**What the exercise asks:** Return each line of the records holding the string "mouth".

Items from a data source:
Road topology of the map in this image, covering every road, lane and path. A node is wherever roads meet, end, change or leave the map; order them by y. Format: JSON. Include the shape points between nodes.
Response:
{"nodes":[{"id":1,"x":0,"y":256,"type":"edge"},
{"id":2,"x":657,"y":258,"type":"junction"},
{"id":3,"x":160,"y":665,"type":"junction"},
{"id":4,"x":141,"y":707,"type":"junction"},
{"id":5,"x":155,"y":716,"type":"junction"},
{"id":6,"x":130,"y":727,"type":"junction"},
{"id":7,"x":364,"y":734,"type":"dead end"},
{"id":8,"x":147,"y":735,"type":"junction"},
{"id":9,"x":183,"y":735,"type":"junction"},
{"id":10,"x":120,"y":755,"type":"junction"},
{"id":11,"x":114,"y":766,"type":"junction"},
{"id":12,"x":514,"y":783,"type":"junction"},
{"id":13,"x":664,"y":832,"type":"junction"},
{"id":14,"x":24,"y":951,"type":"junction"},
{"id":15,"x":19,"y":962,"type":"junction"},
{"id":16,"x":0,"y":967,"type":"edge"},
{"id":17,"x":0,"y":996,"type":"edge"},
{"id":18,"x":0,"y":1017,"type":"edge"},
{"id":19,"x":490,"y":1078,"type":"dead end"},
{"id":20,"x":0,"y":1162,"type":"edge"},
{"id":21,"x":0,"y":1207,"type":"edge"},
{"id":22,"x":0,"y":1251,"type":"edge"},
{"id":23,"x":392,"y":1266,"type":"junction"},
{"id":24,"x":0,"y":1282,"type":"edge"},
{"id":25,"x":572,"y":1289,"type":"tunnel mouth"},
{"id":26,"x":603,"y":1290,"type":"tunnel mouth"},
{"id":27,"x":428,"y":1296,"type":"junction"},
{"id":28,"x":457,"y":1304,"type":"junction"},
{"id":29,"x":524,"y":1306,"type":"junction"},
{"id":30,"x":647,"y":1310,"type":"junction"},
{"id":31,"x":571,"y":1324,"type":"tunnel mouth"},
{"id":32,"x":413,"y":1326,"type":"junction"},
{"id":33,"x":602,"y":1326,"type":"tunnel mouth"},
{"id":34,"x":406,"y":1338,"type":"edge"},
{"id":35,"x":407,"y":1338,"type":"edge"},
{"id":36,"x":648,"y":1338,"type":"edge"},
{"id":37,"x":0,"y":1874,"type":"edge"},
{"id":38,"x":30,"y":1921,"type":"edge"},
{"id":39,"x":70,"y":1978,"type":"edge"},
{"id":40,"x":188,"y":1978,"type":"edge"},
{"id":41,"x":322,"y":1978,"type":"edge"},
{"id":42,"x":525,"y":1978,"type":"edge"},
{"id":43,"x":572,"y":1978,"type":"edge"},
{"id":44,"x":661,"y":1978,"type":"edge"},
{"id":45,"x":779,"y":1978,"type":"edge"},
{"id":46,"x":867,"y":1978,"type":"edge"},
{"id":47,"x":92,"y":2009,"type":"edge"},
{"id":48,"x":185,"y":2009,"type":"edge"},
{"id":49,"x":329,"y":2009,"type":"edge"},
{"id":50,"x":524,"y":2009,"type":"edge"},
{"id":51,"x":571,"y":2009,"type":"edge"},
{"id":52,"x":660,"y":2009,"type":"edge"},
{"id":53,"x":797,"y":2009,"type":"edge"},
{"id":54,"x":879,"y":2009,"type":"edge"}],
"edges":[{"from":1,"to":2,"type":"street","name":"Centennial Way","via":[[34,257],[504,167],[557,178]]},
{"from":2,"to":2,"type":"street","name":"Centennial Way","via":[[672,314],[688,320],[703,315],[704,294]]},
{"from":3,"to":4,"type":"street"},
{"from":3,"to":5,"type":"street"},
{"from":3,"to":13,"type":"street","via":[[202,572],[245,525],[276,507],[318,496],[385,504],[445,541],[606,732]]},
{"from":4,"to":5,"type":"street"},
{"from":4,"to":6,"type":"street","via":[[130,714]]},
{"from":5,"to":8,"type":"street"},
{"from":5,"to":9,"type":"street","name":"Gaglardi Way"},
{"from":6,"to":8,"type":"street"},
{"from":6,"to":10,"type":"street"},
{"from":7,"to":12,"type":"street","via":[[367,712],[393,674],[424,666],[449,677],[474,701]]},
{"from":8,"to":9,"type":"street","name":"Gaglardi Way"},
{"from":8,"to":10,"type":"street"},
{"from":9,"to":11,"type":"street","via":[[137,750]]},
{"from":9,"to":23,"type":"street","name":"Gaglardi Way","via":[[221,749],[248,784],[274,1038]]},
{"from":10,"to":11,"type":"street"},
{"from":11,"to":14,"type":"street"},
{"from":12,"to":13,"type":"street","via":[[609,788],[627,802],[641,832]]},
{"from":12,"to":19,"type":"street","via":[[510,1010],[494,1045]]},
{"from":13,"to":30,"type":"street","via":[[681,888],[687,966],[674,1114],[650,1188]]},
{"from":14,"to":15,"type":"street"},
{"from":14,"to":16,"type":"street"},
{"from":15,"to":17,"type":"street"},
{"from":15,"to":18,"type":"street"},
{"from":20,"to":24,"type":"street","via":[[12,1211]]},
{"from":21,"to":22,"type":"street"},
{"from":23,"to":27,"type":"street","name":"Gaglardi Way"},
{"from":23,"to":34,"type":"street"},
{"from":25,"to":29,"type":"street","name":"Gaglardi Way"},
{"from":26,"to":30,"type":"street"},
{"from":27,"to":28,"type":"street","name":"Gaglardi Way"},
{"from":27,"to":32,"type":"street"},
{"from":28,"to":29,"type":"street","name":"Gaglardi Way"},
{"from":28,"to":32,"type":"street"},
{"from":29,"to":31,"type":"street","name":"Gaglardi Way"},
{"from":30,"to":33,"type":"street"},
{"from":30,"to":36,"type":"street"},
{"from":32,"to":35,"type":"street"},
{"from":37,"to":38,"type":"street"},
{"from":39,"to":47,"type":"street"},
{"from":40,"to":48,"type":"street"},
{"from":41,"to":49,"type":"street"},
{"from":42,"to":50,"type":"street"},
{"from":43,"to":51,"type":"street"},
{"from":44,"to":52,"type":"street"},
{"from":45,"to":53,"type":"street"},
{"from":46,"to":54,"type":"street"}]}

**Exercise solution:**
{"id":25,"x":572,"y":1289,"type":"tunnel mouth"},
{"id":26,"x":603,"y":1290,"type":"tunnel mouth"},
{"id":31,"x":571,"y":1324,"type":"tunnel mouth"},
{"id":33,"x":602,"y":1326,"type":"tunnel mouth"},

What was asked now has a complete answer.